Blowitz’s obsession with destiny, etc., his tales of adventures with Marseilles communards, mysterious European royalty, and his kidnapping by gypsies, are to be found in the Memoirs; the story that he and his lover threw the lady’s husband overboard in Marseilles harbour is told by Prince von Bulow, later German Chancellor, who is not regarded as an invariably reliable source. (See Blowitz’s My Memoirs (1903); Frank Giles, A Prince of Journalists (1962); Prince von Bulow, Memoirs, 1849-1897 (1932), which contains a fine picture of Blowitz in his working clothes.)

[2]. When and where Flashman served in the French Foreign Legion has not yet emerged from his Papers. Several references (like the present one) suggest North Africa, but it is not impossible that he was with the Legion in Mexico c. 1867, when he was aide-de-camp to the ill-fated Emperor Maximilian. "Au jus!" was the cry of the coffee orderlies at reveille, and "the sausage music" is presumably a reference to the Legion’s march, Tiens, voila du boudin. (See also Note 13.)

The authority for Grant’s meeting with Macmahon, and their total failure to communicate, is Grant himself. At least they bowed, and shook hands; Grant’s aversion to hand-shaking was notorious, as was his taciturnity. (See From the Tan Yard to the White House, by William M. Thayer (1886).)

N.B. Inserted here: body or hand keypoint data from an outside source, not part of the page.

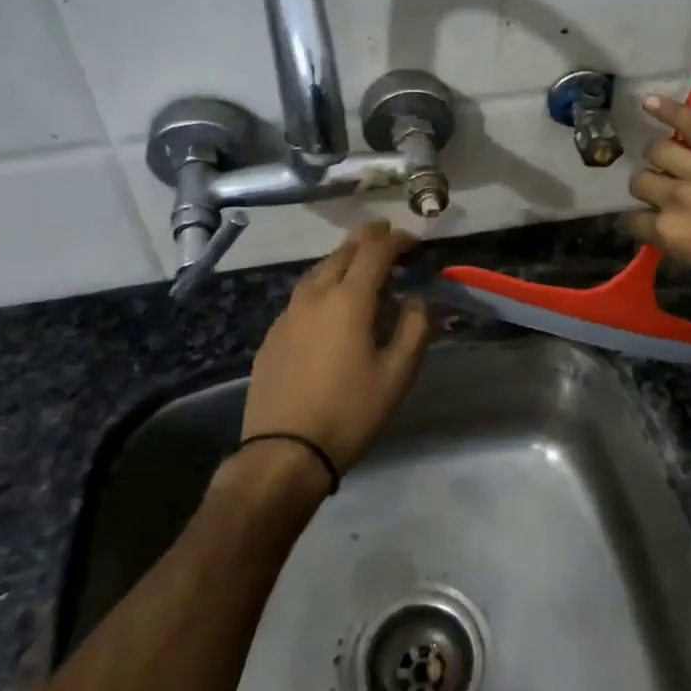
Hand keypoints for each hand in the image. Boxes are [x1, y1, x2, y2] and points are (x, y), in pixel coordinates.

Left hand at [240, 222, 431, 477]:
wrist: (284, 452)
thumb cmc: (350, 412)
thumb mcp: (397, 374)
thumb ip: (414, 329)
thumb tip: (418, 300)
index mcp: (349, 300)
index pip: (375, 252)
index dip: (397, 240)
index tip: (414, 242)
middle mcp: (315, 296)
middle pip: (342, 252)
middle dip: (368, 239)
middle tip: (388, 238)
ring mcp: (288, 314)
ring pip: (317, 270)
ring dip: (342, 259)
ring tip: (360, 264)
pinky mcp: (273, 335)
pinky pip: (302, 295)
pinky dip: (322, 285)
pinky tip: (328, 304)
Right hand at [624, 96, 690, 322]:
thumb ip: (684, 243)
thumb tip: (673, 229)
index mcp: (672, 234)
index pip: (634, 221)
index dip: (641, 222)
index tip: (651, 223)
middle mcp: (678, 198)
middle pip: (642, 182)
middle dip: (648, 187)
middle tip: (663, 190)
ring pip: (660, 150)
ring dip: (659, 157)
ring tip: (669, 157)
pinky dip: (670, 110)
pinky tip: (650, 102)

[3]. In 1878 Sir Stafford Northcote’s Budget, described as "unambitious", increased the duty on dogs and tobacco and raised income tax by 2d; Mrs Brassey published "The Voyage of the Sunbeam", an account of her round-the-world cruise by yacht; the phonograph ("an instrument which prints sound for subsequent reproduction by electricity") was a popular novelty; and Gilbert and Sullivan’s H.M.S. Pinafore had its first night on May 25 at the Opera Comique. The great hit of the show was "He is an Englishman", which became "almost a second national anthem".

[4]. As usual with his summaries of international affairs, Flashman’s account of events in the Balkans, the Russo-Turkish war, and the Treaty of San Stefano, is sketchy and racy, but accurate in its broad essentials. The treaty, reflecting Russia’s Panslavic ambition to bring the Balkans under Russian control, was hard on the defeated Turks, and was opposed by Austria and Britain. A conference of the European Powers had been in prospect for some time, but was jeopardised by Russia’s objection to a British demand that the San Stefano settlement should be submitted to discussion by the Powers. Largely through the "honest broker" efforts of Bismarck, the German Chancellor, an understanding was reached between Britain and Russia, and the Congress of Berlin was held in June and July of 1878 to revise the treaty and achieve a balance in South-eastern Europe.